Further circuit stops include Germany, where she'll contribute to a special lecture series on "Mind and Society as Natural Phenomena" at the Johann Wolfgang Goethe-University. She will also give a lecture and a seminar at Frankfurt University on her approach to mental representation, that is, on how thoughts and perceptions can be understood as parts of the natural world and what their relations are to what they're about.

In England, she'll give a talk at the University of Sussex on natural signs, and then consult with Nicholas Shea of Oxford University, who is writing a book on, well, "On Millikan". The book, commissioned by Wadsworth Publishers, will be published in 2002.

Then, it's on to the University of Belfast for yet another lecture.

The Philosophy Bug
Millikan, whose work Language, Thought and Other Biological Categories is recognized as having made a major contribution in the field of contemporary philosophy, was first bitten by the philosophy bug in the 1950s. And, in her words, "one has to be bitten by philosophy."

For Millikan that happened as an undergraduate student at Oberlin College when her philosophy professor Paul Schmidt introduced her to this intellectual discipline.

"He taught exclusively by the Socratic method and made us all feel that if we thought hard enough for a day or two, we might answer a question that had been hanging around unanswered for 2,500 years," she recalls.

In 1962, Millikan was hired by UConn as a philosophy instructor. She earned a Ph.D. in philosophy from Yale in 1969. Three years later, she married Donald Shankweiler, a professor of psychology at UConn, and her career ladder began again. She worked her way up from adjunct lecturer in philosophy and women's studies in the late 1970s to full professor - part-time and not tenure track - in the late 1980s. She was promoted to a tenured, full time position in 1996. She also taught part-time at the University of Michigan from 1993 to 1996.

Millikan credits two philosophers - Daniel Dennett, director of The Center for Cognitive Science at Tufts University, and Charles Morris, then retired from the University of Chicago - as catalysts in moving her career forward while she remained a stay-at-home mom.

"Even though at the time he did not personally know me, Dennett read papers of mine, wrote an introduction to my first book, and has since advertised my work throughout the world," says Millikan.

"Charles Morris, who read my completed dissertation that a friend gave him in 1969, told me I must keep on working in spite of my babies," she says. "He said I had carved out an important lifetime of work."

He surely had a crystal ball.

Research Interests
After Yale, and on the advice of both mentors, Millikan kept thinking, and writing.

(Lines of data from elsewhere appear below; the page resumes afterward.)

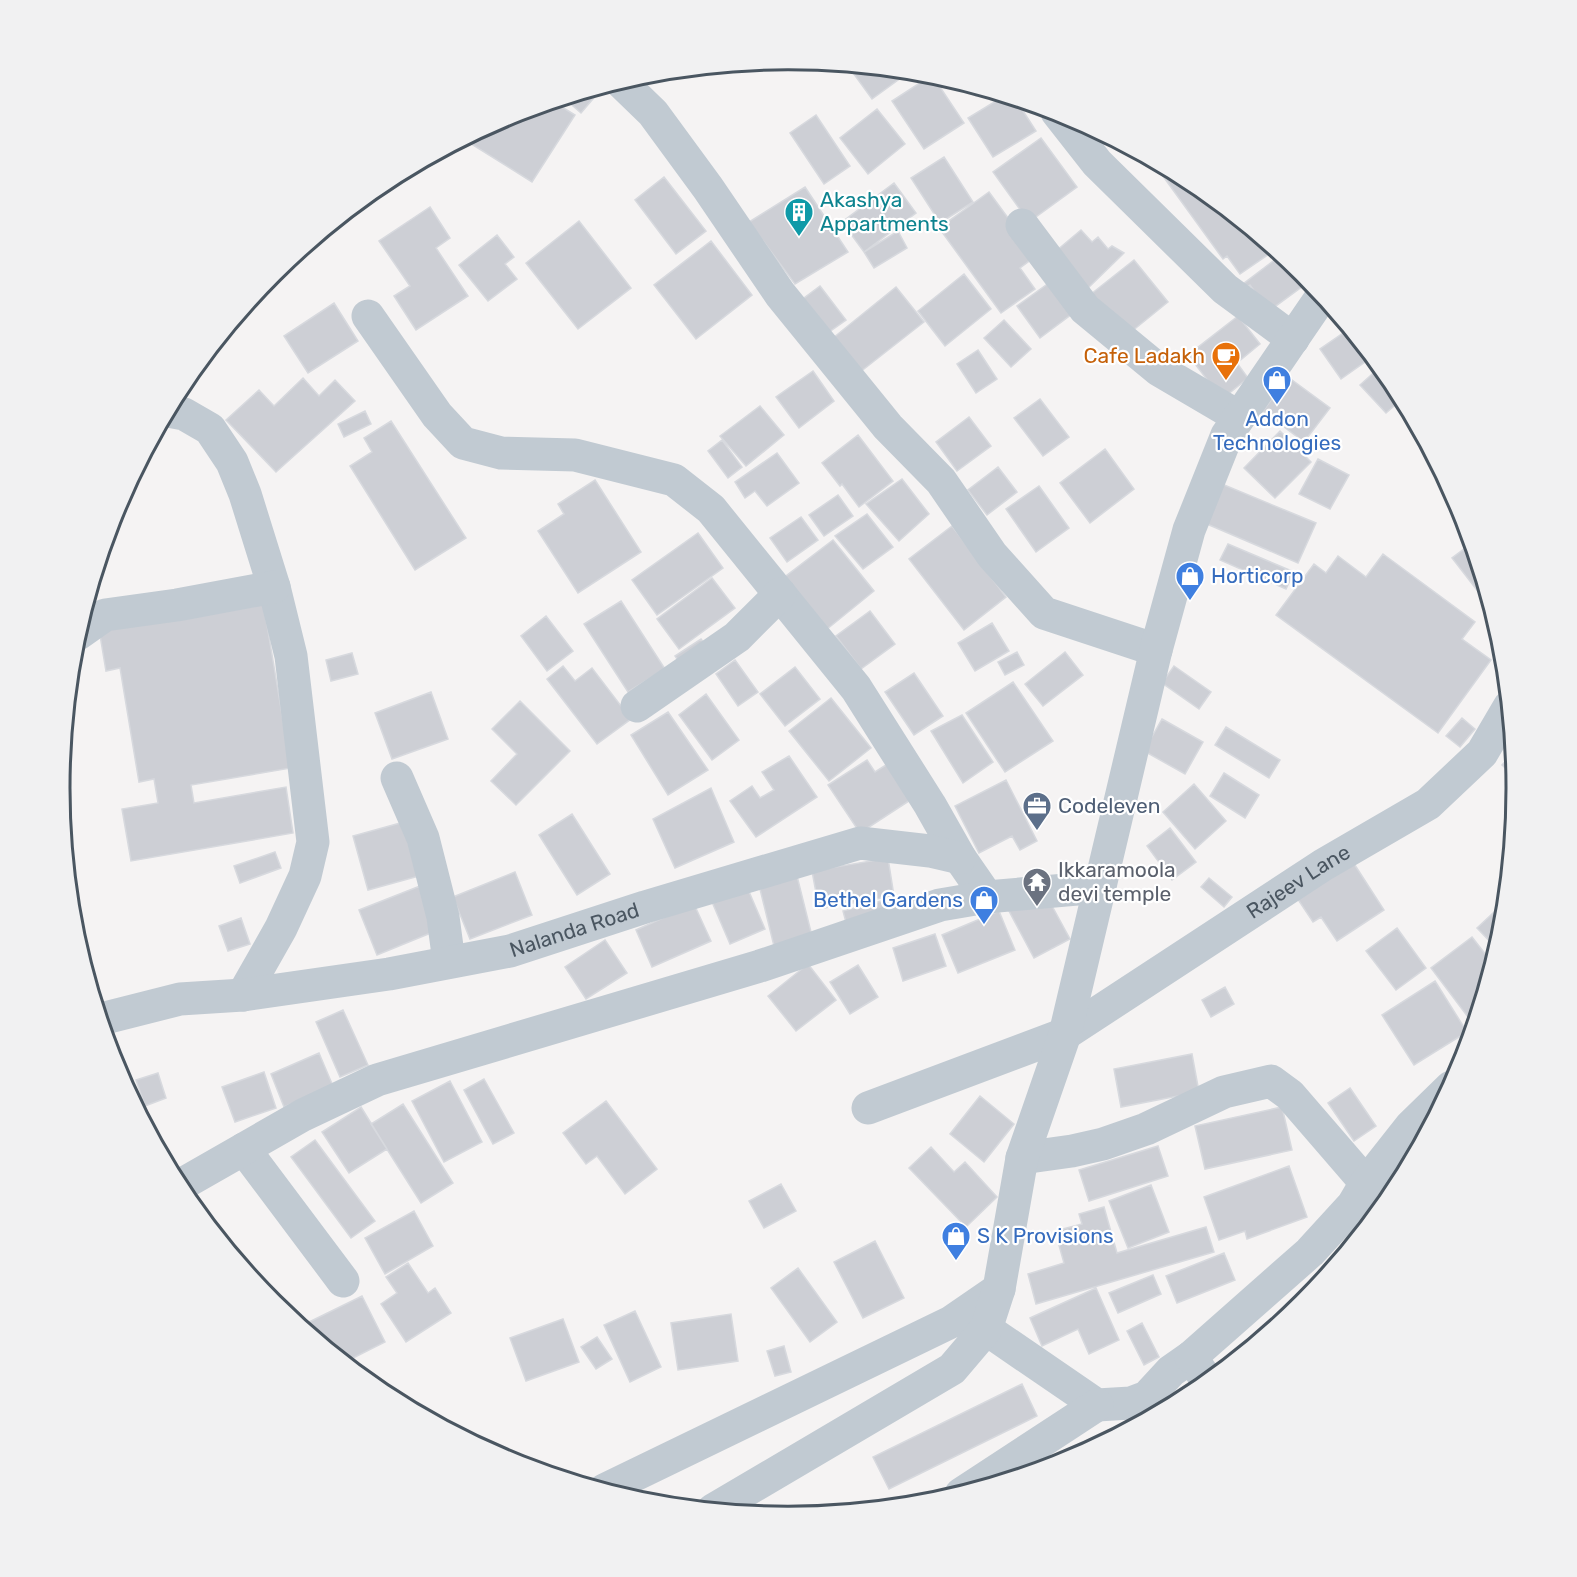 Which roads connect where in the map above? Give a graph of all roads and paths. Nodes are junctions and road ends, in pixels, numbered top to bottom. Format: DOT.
graph roads {
  1 [pos="628,89"];
  2 [pos="1068,127"];
  3 [pos="1022,225"];
  4 [pos="1317,303"];
  5 [pos="368,316"];
  6 [pos="1293,339"];
  7 [pos="177,413"];
  8 [pos="1239,417"];
  9 [pos="274,587"];
  10 [pos="780,594"];
  11 [pos="89,626"];
  12 [pos="1156,650"];
  13 [pos="637,706"];
  14 [pos="1502,718"];
  15 [pos="397,778"];
  16 [pos="960,858"];
  17 [pos="1100,887"];
  18 [pos="987,897"];
  19 [pos="449,962"];
  20 [pos="243,995"];
  21 [pos="108,1017"];
  22 [pos="1065,1034"];
  23 [pos="1432,1105"];
  24 [pos="868,1108"];
  25 [pos="244,1149"];
  26 [pos="1022,1158"];
  27 [pos="188,1181"];
  28 [pos="1364,1202"];
  29 [pos="343,1281"];
  30 [pos="999,1289"];
  31 [pos="986,1329"];
  32 [pos="1199,1370"];
  33 [pos="1097,1405"];
  34 [pos="984,1479"];
  35 [pos="614,1485"];
  36 [pos="725,1503"];
  1 -- 12 [label="street"];
  2 -- 6 [label="street"];
  3 -- 8 [label="street"];
  4 -- 6 [label="street"];
  5 -- 10 [label="street"];
  6 -- 8 [label="street"];
  7 -- 9 [label="street"];
  8 -- 12 [label="street"];
  9 -- 11 [label="street"];
  9 -- 20 [label="street"];
  10 -- 13 [label="street"];
  10 -- 16 [label="street"];
  12 -- 17 [label="street"];
  14 -- 22 [label="street, Rajeev Lane"];
  15 -- 19 [label="street"];
  16 -- 18 [label="street"];
  16 -- 19 [label="street, Nalanda Road"];
  17 -- 18 [label="street"];
  17 -- 22 [label="street"];
  18 -- 25 [label="street"];
  19 -- 20 [label="street, Nalanda Road"];
  20 -- 21 [label="street, Nalanda Road"];
  22 -- 24 [label="street, Rajeev Lane"];
  22 -- 26 [label="street"];
  23 -- 28 [label="street"];
  25 -- 27 [label="street"];
  25 -- 29 [label="street"];
  26 -- 28 [label="street"];
  26 -- 30 [label="street"];
  28 -- 32 [label="street"];
  30 -- 31 [label="street"];
  30 -- 35 [label="street"];
  31 -- 33 [label="street"];
  31 -- 36 [label="street"];
  32 -- 33 [label="street"];
  33 -- 34 [label="street"];
} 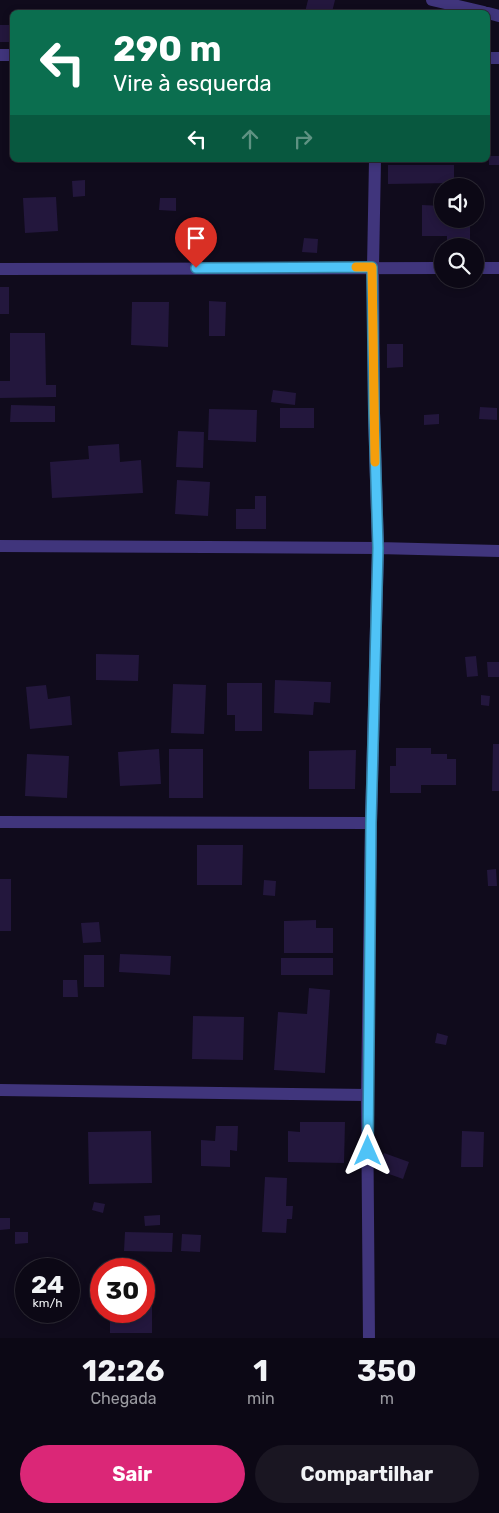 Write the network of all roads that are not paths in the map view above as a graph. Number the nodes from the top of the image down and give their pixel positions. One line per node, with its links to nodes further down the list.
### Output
1 (432, 0): 2 (street)
2 (474, 10)
3 (375, 162): 4 (street)
4 (372, 267): 5 (street); 8 (street); 10 (street)
5 (434, 268)
6 (484, 268): 7 (street)
7 (499, 268)
8 (0, 269)
9 (0, 546): 10 (street)
10 (378, 548): 11 (street); 13 (street)
11 (499, 551)
12 (0, 822): 13 (street)
13 (371, 823): 15 (street)
14 (0, 1090): 15 (street)
15 (367, 1095): 16 (street)
16 (369, 1338)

Millikan's areas of specialty include philosophy of mind and psychology; philosophy of language-pragmatics; philosophy of biology; ontology; and natural epistemology.

Her work is primarily in three fields and from an evolutionary perspective: theoretical biology, theoretical cognitive psychology; and theoretical linguistics.

"My research interests span many topics in the philosophy of biology, philosophy of mind, philosophy of language, and ontology," says Millikan. "The aspects of these fields that interest me are continuous with relevant scientific work and with the philosophy of science."

She has authored four books; written 37 articles, with 10 more scheduled for publication; and has authored as well, nearly a dozen commentaries and reviews. Her latest book Varieties of Meaning will be published by MIT Press in 2003.

"The book is about meaning in the sense in which people mean to do things, parts of biological nature that are meant to do things, and about the meanings of signs, including natural signs, but especially about mental representations, both ours and the animals, and about the intimate relations among all of these," explains Millikan.

For Millikan, philosophy commands special meaning: "Philosophy," she says, "is a subject that no one enters into for any reason but interest."